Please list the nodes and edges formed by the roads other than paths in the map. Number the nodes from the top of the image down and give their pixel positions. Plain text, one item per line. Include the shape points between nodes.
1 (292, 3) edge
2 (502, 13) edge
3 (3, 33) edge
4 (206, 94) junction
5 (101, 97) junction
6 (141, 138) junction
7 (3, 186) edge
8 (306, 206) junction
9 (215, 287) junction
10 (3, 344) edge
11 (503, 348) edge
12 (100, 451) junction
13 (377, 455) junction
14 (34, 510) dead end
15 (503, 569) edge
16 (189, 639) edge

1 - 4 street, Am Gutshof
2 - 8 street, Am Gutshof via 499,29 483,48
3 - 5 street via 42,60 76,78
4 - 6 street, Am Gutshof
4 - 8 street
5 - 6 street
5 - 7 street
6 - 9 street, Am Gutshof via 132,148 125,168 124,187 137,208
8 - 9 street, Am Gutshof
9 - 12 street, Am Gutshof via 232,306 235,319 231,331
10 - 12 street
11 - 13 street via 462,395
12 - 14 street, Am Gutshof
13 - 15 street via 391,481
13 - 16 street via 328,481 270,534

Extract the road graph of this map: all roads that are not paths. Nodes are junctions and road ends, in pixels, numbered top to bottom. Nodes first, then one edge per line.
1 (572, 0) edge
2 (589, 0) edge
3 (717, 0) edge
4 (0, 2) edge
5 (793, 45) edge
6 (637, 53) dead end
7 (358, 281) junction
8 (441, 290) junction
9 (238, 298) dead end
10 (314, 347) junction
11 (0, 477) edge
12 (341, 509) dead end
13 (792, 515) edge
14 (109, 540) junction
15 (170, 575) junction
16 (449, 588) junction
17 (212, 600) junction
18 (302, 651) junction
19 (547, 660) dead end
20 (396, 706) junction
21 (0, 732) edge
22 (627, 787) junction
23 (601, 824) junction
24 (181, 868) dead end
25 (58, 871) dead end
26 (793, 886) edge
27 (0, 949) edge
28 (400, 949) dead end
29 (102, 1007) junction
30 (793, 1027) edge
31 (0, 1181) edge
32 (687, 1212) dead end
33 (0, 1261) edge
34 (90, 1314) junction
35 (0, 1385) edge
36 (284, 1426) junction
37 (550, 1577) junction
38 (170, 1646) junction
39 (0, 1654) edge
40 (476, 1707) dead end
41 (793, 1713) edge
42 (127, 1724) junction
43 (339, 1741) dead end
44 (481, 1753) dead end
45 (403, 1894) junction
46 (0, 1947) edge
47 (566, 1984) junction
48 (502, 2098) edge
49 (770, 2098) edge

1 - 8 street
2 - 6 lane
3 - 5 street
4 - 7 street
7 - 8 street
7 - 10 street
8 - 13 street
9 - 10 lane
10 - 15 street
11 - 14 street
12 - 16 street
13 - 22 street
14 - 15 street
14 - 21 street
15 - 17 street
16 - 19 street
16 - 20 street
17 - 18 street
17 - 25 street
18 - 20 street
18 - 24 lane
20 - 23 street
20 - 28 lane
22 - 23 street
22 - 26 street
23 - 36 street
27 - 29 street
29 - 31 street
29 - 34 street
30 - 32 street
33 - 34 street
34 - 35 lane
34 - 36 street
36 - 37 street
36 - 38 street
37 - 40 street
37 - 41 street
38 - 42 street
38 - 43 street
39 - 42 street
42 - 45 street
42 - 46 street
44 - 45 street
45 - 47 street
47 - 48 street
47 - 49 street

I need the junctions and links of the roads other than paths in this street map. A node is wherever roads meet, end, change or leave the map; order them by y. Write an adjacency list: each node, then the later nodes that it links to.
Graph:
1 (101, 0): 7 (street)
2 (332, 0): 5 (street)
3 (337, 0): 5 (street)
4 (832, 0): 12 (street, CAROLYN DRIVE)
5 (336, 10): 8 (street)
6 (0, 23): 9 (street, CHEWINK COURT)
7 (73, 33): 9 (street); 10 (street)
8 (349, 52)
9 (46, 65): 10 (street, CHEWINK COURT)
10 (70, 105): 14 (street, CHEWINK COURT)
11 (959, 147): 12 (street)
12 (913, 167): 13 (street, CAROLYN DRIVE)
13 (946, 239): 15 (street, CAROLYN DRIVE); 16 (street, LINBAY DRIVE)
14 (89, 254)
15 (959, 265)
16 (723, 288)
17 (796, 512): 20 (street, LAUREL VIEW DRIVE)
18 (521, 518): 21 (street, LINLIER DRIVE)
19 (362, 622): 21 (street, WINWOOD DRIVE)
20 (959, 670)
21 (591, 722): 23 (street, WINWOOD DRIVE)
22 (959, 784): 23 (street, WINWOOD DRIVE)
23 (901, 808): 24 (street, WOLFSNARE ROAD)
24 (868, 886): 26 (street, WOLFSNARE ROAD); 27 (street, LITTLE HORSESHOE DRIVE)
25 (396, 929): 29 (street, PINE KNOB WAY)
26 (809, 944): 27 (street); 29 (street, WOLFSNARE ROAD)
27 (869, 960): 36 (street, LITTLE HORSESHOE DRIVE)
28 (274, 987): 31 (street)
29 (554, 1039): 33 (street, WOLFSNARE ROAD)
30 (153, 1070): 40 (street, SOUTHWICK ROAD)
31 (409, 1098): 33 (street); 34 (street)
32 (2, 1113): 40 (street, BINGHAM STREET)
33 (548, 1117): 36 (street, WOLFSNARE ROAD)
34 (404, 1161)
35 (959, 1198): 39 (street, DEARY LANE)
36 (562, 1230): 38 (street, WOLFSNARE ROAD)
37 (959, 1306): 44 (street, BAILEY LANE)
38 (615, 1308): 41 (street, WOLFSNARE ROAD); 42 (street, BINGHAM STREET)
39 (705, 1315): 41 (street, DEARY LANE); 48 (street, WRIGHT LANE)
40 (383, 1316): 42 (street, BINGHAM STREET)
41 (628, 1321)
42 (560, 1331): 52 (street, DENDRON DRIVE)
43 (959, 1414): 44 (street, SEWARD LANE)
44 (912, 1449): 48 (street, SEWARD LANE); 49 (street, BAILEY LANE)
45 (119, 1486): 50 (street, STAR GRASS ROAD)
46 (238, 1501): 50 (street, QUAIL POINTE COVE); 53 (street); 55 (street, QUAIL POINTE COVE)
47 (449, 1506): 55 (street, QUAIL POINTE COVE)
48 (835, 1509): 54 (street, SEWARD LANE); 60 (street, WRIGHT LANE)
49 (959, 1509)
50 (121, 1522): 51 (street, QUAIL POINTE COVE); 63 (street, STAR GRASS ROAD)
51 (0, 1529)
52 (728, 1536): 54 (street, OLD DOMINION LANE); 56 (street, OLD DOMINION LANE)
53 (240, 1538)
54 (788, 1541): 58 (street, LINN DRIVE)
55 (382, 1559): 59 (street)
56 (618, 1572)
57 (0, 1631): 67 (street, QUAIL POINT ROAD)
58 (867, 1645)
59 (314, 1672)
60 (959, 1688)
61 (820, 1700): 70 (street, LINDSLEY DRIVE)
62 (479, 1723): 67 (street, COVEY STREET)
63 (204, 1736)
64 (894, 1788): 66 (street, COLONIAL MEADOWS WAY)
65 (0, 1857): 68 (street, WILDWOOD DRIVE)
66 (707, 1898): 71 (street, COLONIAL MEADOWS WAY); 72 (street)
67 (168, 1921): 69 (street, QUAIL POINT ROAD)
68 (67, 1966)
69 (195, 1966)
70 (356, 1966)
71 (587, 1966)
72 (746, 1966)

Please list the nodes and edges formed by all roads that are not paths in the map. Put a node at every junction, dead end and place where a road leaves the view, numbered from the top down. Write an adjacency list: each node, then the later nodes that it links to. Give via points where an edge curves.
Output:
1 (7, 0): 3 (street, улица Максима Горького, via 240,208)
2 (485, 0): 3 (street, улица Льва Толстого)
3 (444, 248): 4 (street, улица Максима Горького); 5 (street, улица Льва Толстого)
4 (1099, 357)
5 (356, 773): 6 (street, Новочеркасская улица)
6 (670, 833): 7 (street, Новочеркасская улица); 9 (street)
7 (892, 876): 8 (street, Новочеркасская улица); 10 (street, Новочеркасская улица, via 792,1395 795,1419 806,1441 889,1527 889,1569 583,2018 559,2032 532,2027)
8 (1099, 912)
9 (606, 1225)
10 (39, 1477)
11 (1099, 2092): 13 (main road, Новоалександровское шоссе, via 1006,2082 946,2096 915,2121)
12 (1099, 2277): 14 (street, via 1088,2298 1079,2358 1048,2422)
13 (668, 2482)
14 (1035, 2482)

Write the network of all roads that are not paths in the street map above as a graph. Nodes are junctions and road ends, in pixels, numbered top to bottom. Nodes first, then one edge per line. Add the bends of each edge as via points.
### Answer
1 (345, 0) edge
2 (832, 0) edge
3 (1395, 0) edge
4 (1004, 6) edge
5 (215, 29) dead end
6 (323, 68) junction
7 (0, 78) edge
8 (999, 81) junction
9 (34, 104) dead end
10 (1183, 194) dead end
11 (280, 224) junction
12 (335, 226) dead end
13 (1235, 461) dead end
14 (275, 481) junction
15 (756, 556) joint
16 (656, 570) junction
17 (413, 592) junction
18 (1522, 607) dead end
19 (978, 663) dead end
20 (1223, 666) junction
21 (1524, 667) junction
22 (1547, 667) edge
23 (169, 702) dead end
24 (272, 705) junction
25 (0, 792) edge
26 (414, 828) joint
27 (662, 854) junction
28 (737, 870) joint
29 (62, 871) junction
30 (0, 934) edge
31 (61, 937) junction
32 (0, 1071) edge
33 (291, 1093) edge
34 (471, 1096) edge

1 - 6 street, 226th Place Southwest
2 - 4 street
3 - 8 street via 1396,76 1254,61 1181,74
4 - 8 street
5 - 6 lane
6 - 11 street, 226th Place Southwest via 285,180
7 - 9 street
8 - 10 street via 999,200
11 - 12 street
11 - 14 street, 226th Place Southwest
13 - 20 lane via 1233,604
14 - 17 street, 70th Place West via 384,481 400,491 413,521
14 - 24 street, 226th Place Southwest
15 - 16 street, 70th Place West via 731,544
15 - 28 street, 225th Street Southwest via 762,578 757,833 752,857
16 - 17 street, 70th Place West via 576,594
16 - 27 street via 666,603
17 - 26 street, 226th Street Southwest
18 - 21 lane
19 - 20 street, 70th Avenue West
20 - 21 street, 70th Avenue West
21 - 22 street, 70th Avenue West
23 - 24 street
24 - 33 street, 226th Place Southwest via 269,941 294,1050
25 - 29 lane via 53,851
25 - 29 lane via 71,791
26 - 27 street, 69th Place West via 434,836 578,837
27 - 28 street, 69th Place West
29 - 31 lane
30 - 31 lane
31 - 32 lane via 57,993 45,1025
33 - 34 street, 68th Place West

→ **Work instruction**: Reproduce each line of the records in which "adjacency" appears.

→ **Finished task**:
I need the junctions and links of the roads other than paths in this street map. A node is wherever roads meet, end, change or leave the map; order them by y. Write an adjacency list: each node, then the later nodes that it links to.
Please list the nodes and edges formed by all roads that are not paths in the map. Put a node at every junction, dead end and place where a road leaves the view, numbered from the top down. Write an adjacency list: each node, then the later nodes that it links to. Give via points where an edge curves.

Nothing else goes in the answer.